What to work on: Restate all data exactly. No images.

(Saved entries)
- - - - - - -

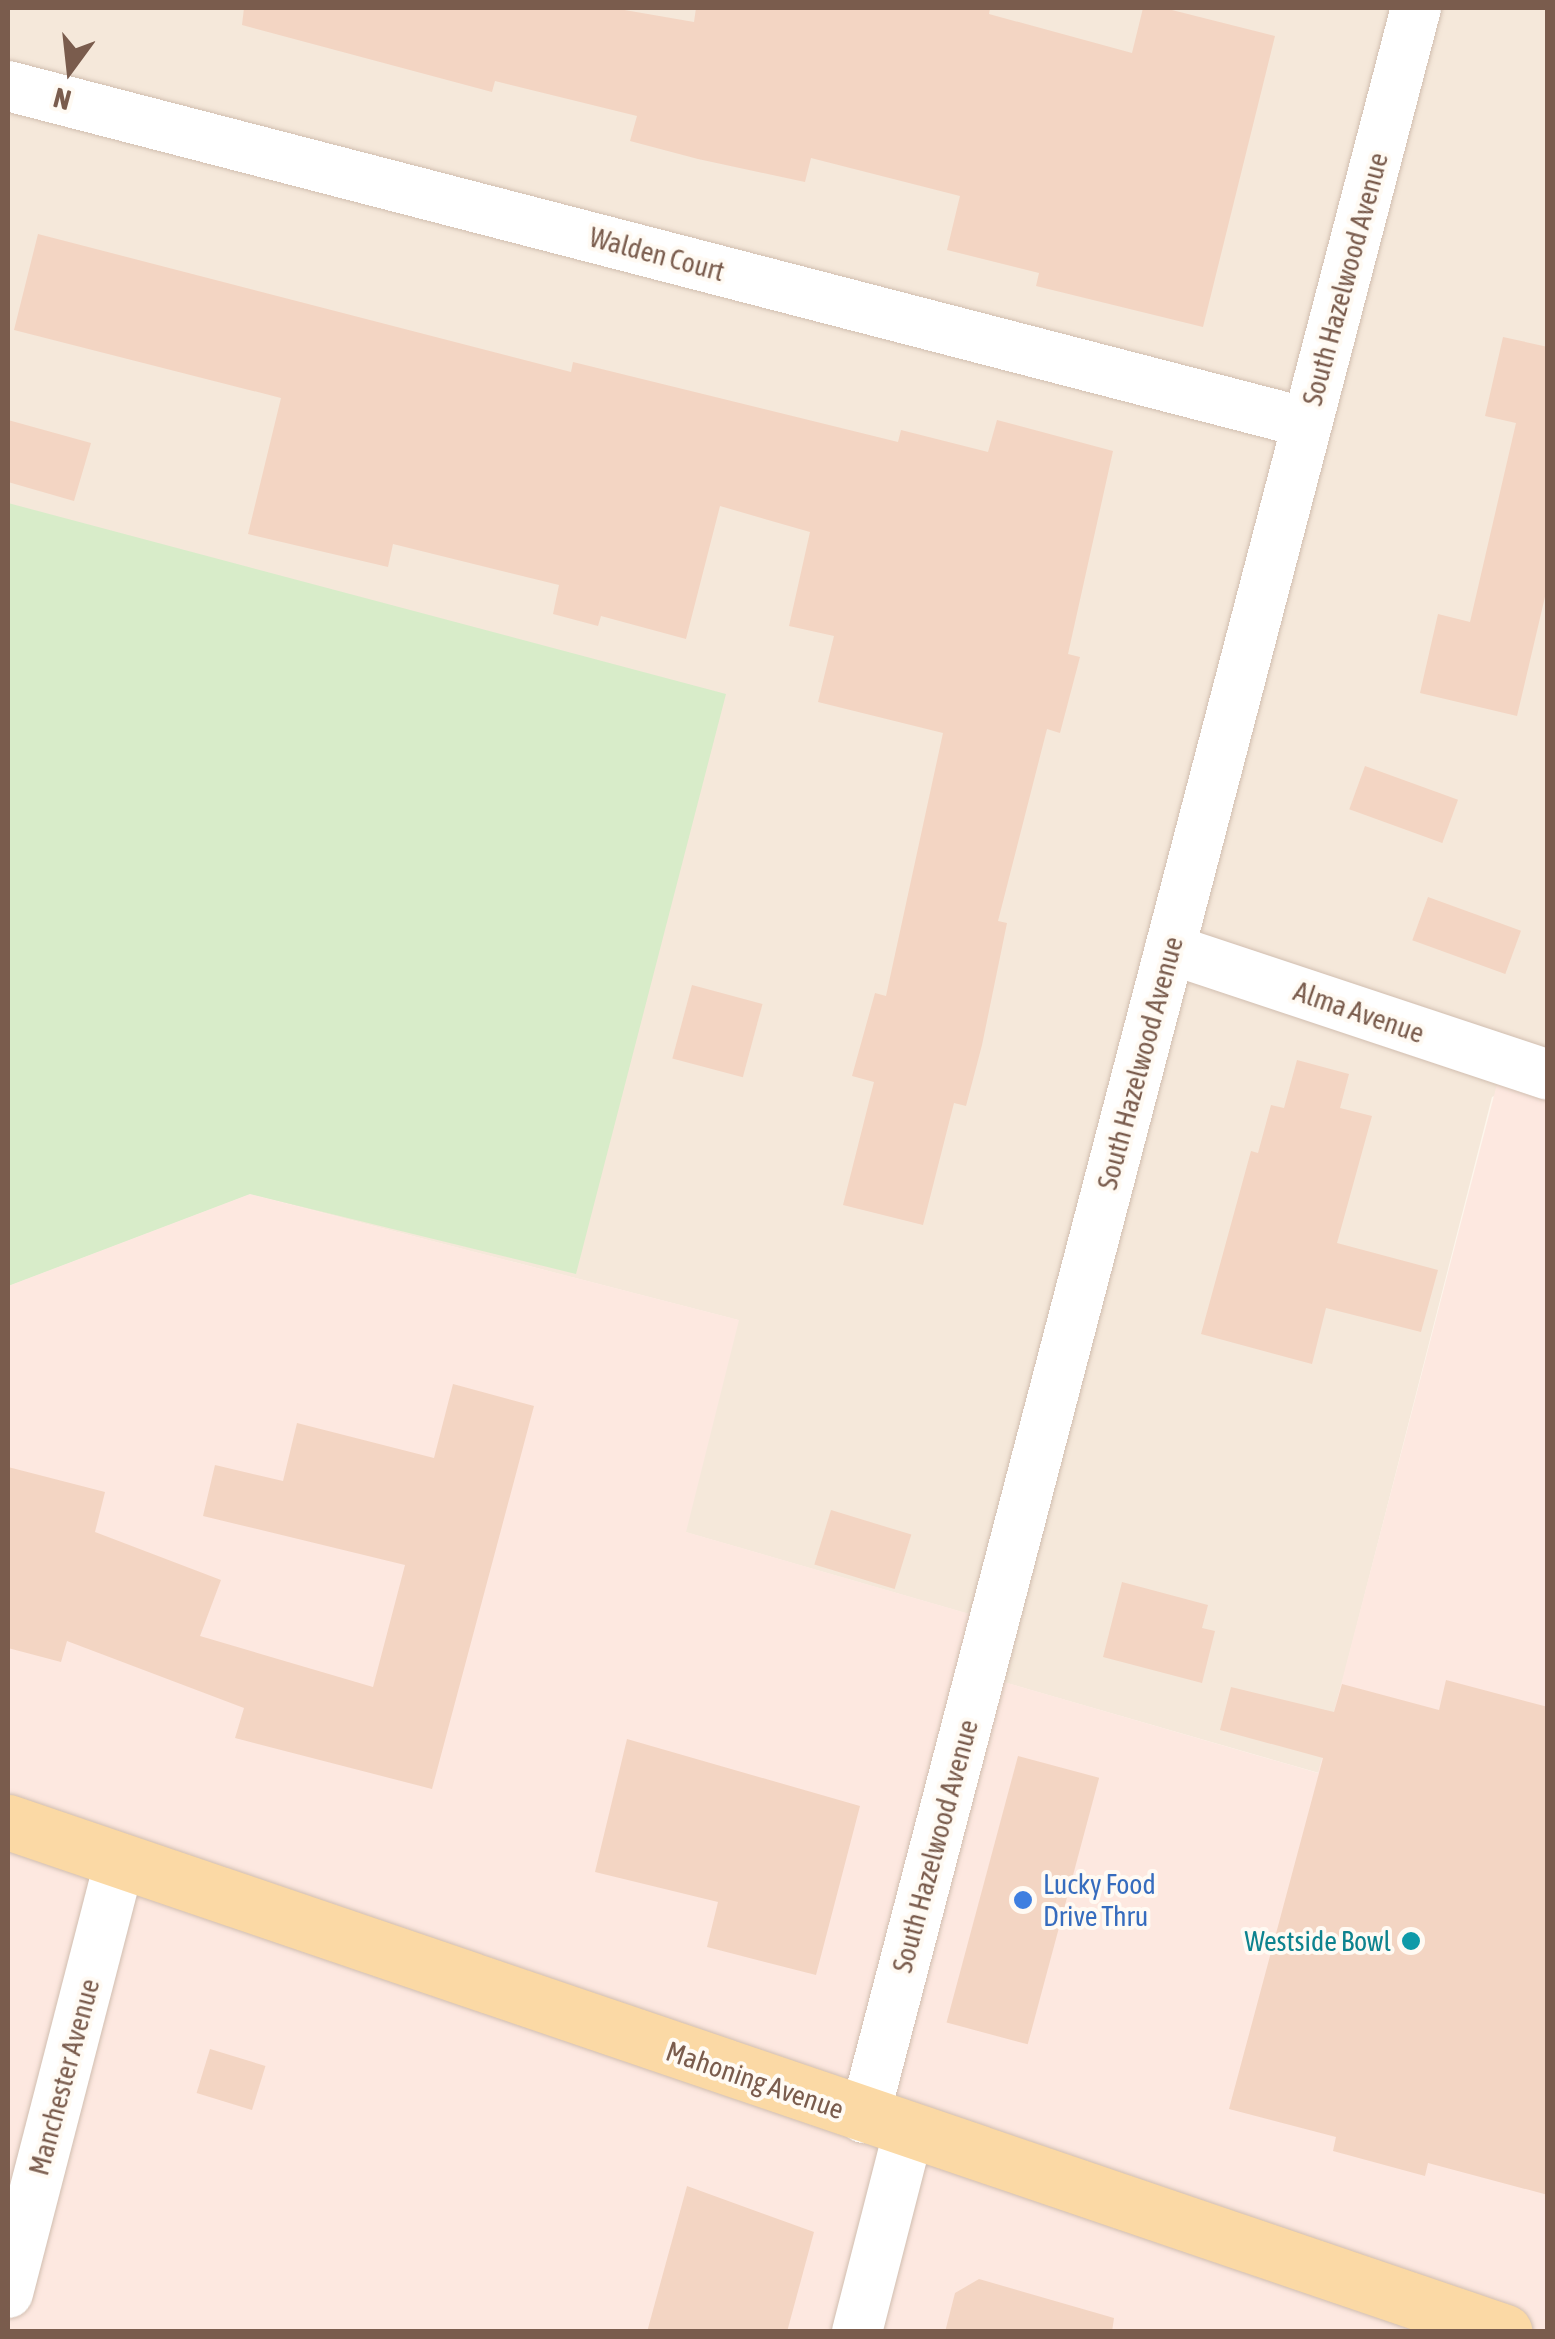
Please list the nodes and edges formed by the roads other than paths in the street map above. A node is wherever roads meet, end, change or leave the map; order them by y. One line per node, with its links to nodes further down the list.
1 (1416, 8): 3 (street, South Hazelwood Avenue)
2 (8, 86): 3 (street, Walden Court)
3 (1307, 423): 4 (street, South Hazelwood Avenue)
4 (1170, 948): 5 (street, Alma Avenue); 8 (street, South Hazelwood Avenue)
5 (1548, 1076)
6 (8, 1822): 7 (main road, Mahoning Avenue)
7 (120, 1860): 8 (main road, Mahoning Avenue); 9 (street, Manchester Avenue)
8 (886, 2125): 10 (street, South Hazelwood Avenue); 11 (main road, Mahoning Avenue)
9 (8, 2294)
10 (857, 2332)
11 (1506, 2332)

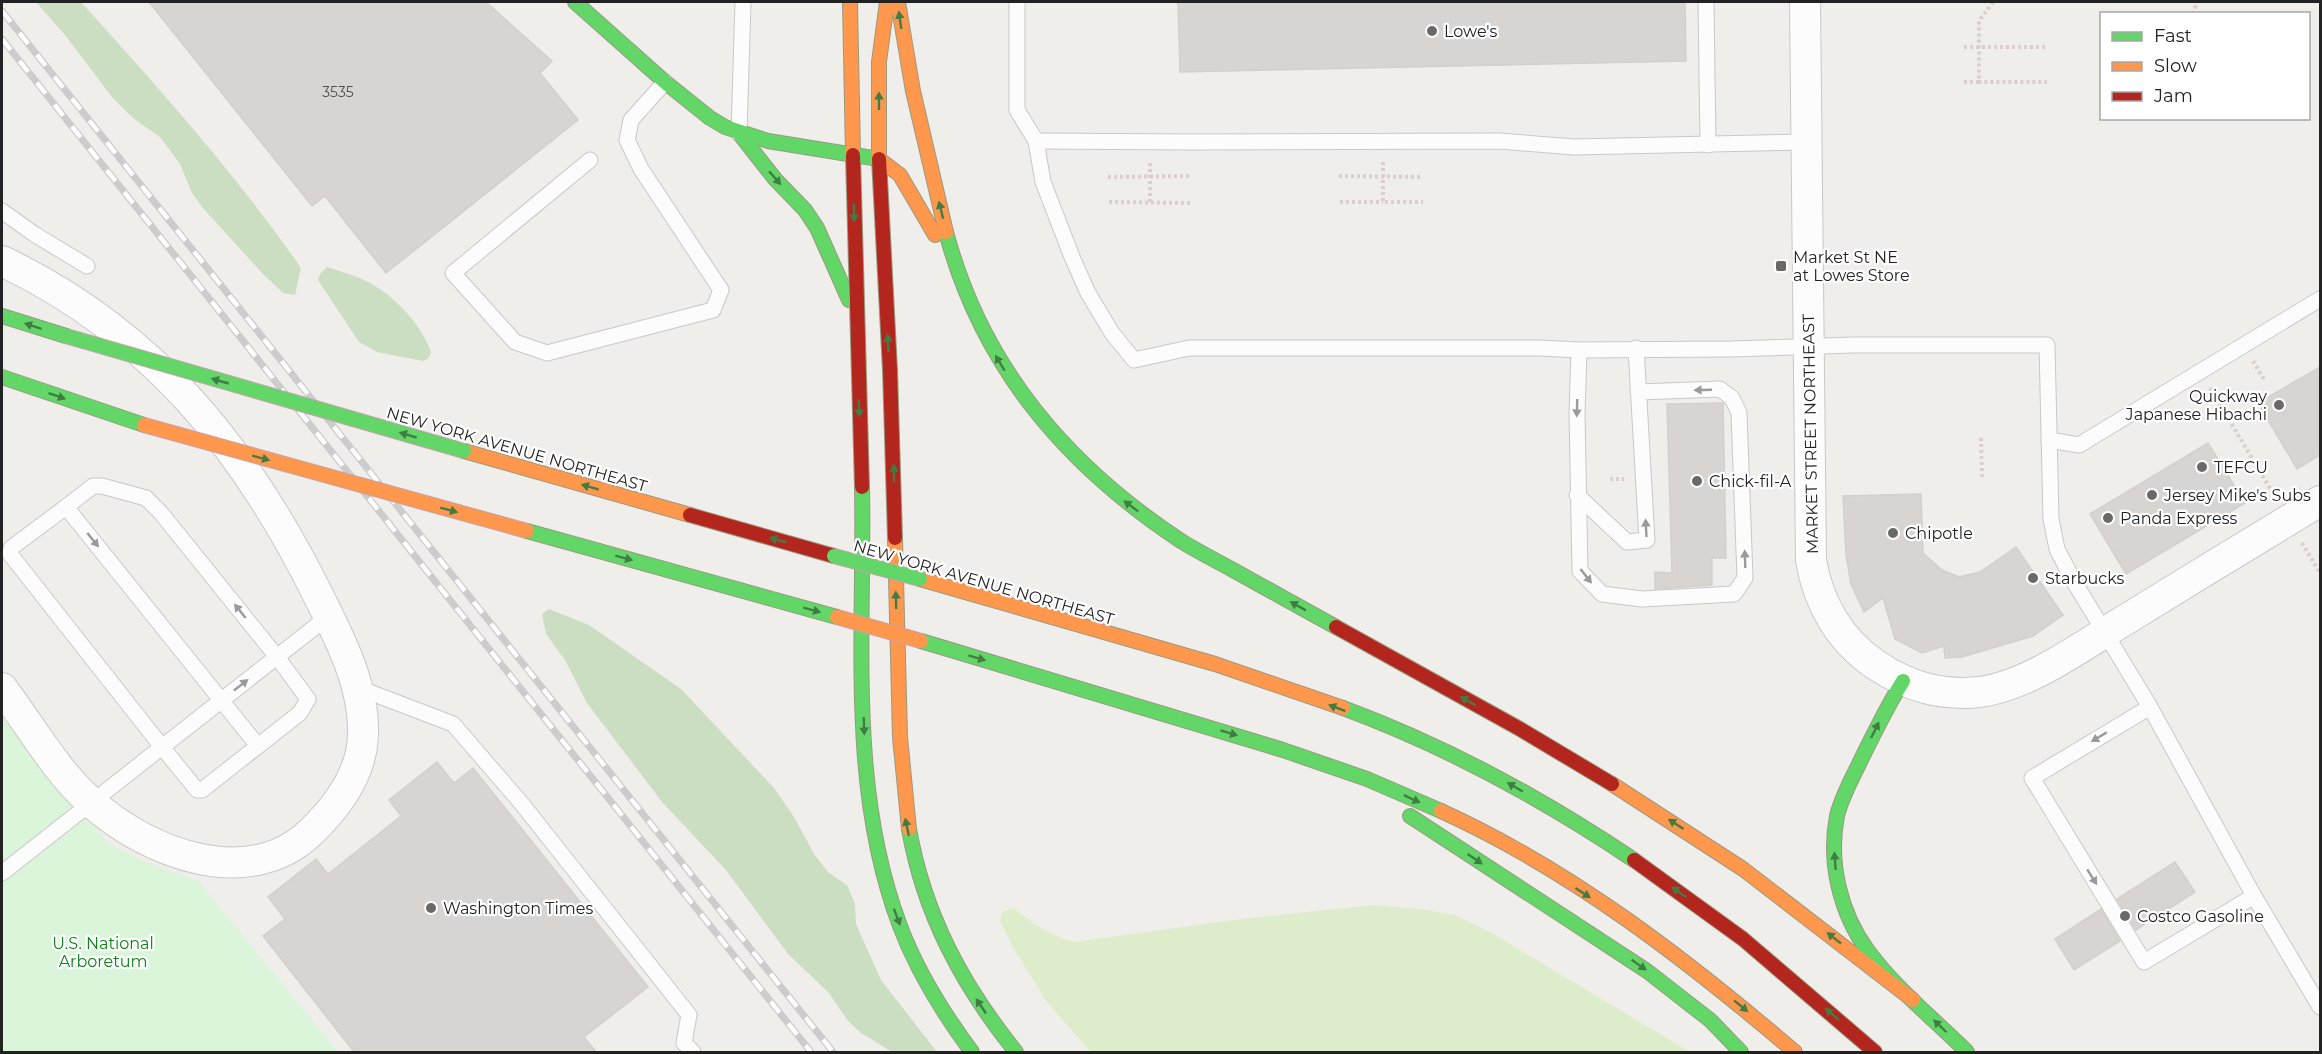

- - - - - - -

Solution:
Please list the nodes and edges formed by the roads other than paths in the street map above. A node is wherever roads meet, end, change or leave the map; order them by y. One line per node, with its links to nodes further down the list.
1 (1416, 8): 3 (street, South Hazelwood Avenue)
2 (8, 86): 3 (street, Walden Court)
3 (1307, 423): 4 (street, South Hazelwood Avenue)
4 (1170, 948): 5 (street, Alma Avenue); 8 (street, South Hazelwood Avenue)
5 (1548, 1076)
6 (8, 1822): 7 (main road, Mahoning Avenue)
7 (120, 1860): 8 (main road, Mahoning Avenue); 9 (street, Manchester Avenue)
8 (886, 2125): 10 (street, South Hazelwood Avenue); 11 (main road, Mahoning Avenue)
9 (8, 2294)
10 (857, 2332)
11 (1506, 2332)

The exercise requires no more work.